Война длилась и длилась. Мальчик уже ходил в школу и быстро научился читать. В избе темно, читал при лучине, накрывшись, чтобы мать не видела свет. Мать ругалась, потому что воздух прогорал, а лучина чадила. В деревне работала завучем молодая учительница из Ленинграда. Она любила смышленого мальчика, давала ему свои книги, и он перечитал их все. Однажды учительница дала ему книжку, написанную мичманом царского флота о морском походе на большом паруснике, продлившемся целых три года. Кливера и стаксели, шпангоуты и реи, тельники и бескозырки, бушлаты и кортики, склянки, свистать всех наверх, право руля, полный вперед, экватор, компас, шторм — мальчик заболел этой книгой, стал грезить морем и поклялся сам себе, что обязательно станет моряком.

Свою первую морскую татуировку — якорь — мальчик сделал во время войны (остальные — романтический парусник в волнах с чайками над мачтой и морячок в бескозырке — произведения по своим нехитрым рисункам, он наколол уже подростком). Но сначала был якорь.

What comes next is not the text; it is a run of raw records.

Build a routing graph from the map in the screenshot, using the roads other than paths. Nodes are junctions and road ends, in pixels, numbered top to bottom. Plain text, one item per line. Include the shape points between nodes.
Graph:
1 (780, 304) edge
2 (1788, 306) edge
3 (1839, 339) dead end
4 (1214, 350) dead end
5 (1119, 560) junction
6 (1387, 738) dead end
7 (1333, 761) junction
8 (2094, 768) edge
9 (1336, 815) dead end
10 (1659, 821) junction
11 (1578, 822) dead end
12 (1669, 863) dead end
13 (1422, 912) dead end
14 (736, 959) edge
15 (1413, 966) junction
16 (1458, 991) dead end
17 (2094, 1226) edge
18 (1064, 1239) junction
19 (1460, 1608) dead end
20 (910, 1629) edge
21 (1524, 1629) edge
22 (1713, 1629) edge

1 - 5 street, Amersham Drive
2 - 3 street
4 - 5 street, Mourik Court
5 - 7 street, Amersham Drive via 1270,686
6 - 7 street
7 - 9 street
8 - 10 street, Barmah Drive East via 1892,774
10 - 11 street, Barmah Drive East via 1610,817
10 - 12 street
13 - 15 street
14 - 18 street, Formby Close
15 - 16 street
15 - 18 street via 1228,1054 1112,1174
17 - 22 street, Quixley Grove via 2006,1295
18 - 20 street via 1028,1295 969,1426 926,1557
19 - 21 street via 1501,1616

В бане с товарищем мы закоптили стекло, соскоблили сажу и развели водой. Сострогали палку клинышком, привязали к ней ниткой навстречу две иголки, они получились рядом, макали в сажу с водой и набили якорь мне. Я хорошо рисовал, якорь красивый получился. Пришел в школу с замотанной рукой, когда зажило, размотал — весь класс сбежался, девчонки ахали. У меня у первого татуировка была.

После войны через несколько лет — мне четырнадцать исполнилось — я поехал поступать в мореходку. Мать провожала меня, дала в дорогу мешок сухарей и пачку маргарина. Когда я садился в вагон, она положила мне руку на спину и сказала: «В деревню, Боря, больше не возвращайся».

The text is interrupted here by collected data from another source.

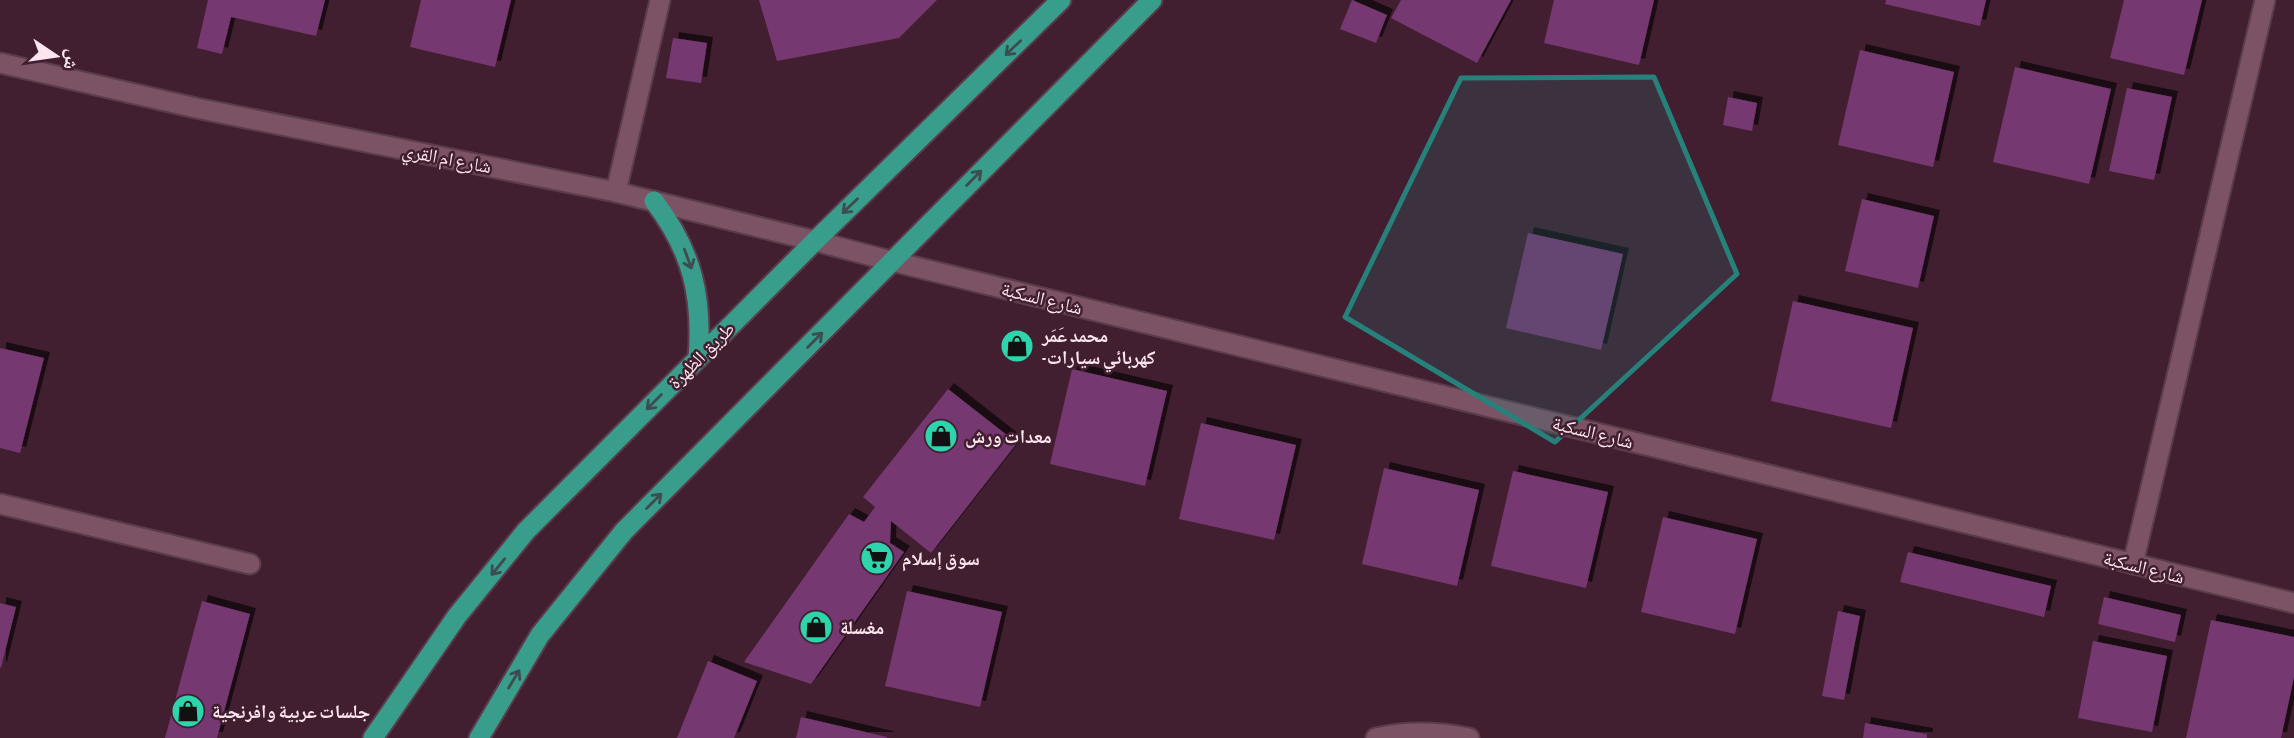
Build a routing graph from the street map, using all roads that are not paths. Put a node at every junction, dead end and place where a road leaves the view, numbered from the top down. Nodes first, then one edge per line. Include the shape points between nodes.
1 (660, 0) edge
2 (1062, 0) edge
3 (1152, 0) edge
4 (2265, 0) edge
5 (0, 63) edge
6 (616, 192) junction
7 (654, 201) junction
8 (815, 241) junction
9 (891, 261) junction
10 (698, 358) junction
11 (0, 504) edge
12 (2133, 564) junction
13 (250, 565) dead end
14 (2294, 603) edge
15 (373, 738) edge
16 (479, 738) edge
17 (1376, 738) edge
18 (1469, 738) edge

1 - 6 street
2 -> 8 main road, طريق الظهرة
9 -> 3 main road
4 - 12 street
5 - 6 street, شارع ام القري via 196,108
6 - 7 street, شارع ام القري
7 - 8 street, شارع ام القري
7 -> 10 main road via 671,223 694,274 699,302
8 - 9 street, شارع ام القري
8 - 10 main road, طريق الظهرة
9 - 12 street, شارع السكبة
16 -> 9 main road via 540,635 624,531
10 -> 15 main road, طريق الظهرة via 526,531 457,616
11 - 13 street
12 - 14 street, شارع السكبة
17 - 18 street via 1443,733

Борис Демьянович Садовников больше никогда не вернулся в свою деревню, хотя всю жизнь тосковал по местам своего детства на Вологодчине. Мать с братом тоже перебрались в Ленинград. Он сдержал детскую клятву и стал моряком дальнего плавания. 

У него есть особое средство от невзгод и болезней: когда он себя неважно чувствует, он всегда съедает ложечку мёда. Ему помогает.